Correspondence to Steven S. Segal, PhD, The John B. Pierce Laboratory, Yale University School of Medicine, 290 Congress Ave, New Haven, CT 06519.
Increased resistance to blood flow with muscle extension has been explained by the deformation of vessels within the muscle. In the present study, we developed a novel preparation of the hamster retractor muscle to investigate whether passive changes in skeletal muscle length elicit active vasomotor responses through a range of motion (85% to 130% of in vivo length; sarcomere length, 2.69±0.02 to 4.05±0.01 µm) encompassing the classic length-tension relationship. Arterioles (diameter, 32±3 µm) and feed arteries (diameter, 75±4 µm) were observed to progressively constrict (by 8±1 and 17±2 µm, respectively) with muscle lengthening, reducing blood flow by >50%; reciprocal changes occurred with passive shortening. Sodium nitroprusside (10 µmol/L) dilated vessels (to 47±2 and 98±4 µm, respectively) and abolished vasomotor responses to changing muscle length. The coordination of vasomotor responses between arterioles and feed arteries maintained wall shear rate (control, 1764±200 s-1) and perfusion pressure (60±5 mm Hg) into the arteriolar network. Tetrodotoxin (TTX, 1 µmol/L), phentolamine (1 µmol/L), prazosin (0.1 µmol/L), or 6-hydroxydopamine (1 mmol/L) inhibited vasoconstrictor responses, indicating that action potentials initiated by muscle lengthening give rise to norepinephrine release from sympathetic nerves.
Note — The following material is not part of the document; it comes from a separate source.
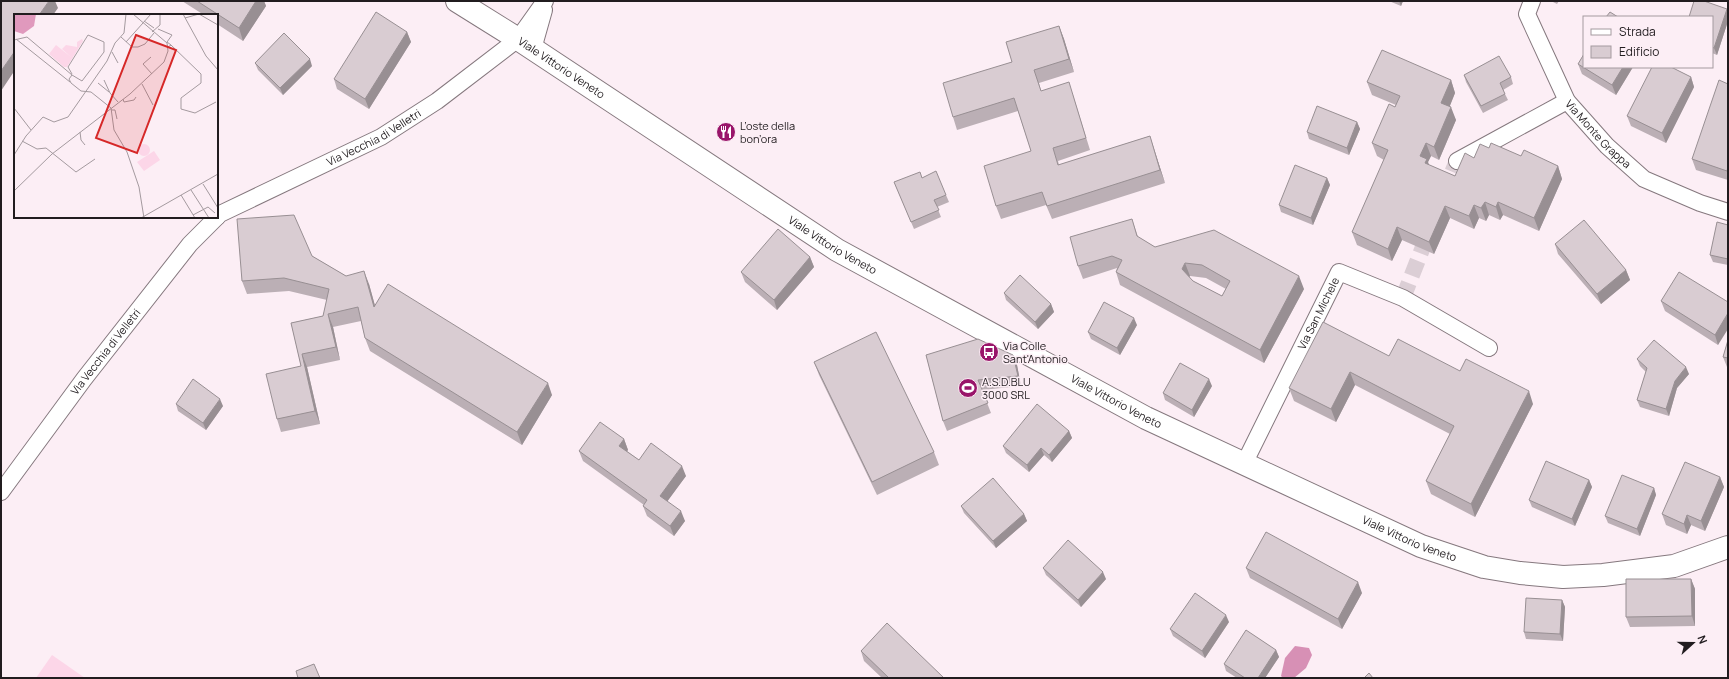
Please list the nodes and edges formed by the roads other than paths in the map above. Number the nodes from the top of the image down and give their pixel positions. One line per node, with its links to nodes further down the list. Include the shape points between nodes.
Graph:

As shown with glyoxylic acid staining, sympathetic nerves formed a plexus encompassing arterioles and feed arteries. To test for a reflexive response initiated by intramuscular mechanoreceptors, TTX was applied with micropipettes to proximal segments of feed arteries, thereby neurally "isolating" the muscle from the hamster. Whereas lengthening-induced vasoconstriction persisted in arterioles and in feed artery segments distal to TTX, there was no vasomotor response central to the block. We conclude that passive lengthening stimulates the activity of periarteriolar sympathetic nerves; this activity propagates antidromically along nerve fibers into the feed arteries. These findings identify a mechanotransduction sequence by which the length of skeletal muscle actively governs vasomotor tone and the supply of oxygen to muscle fibers.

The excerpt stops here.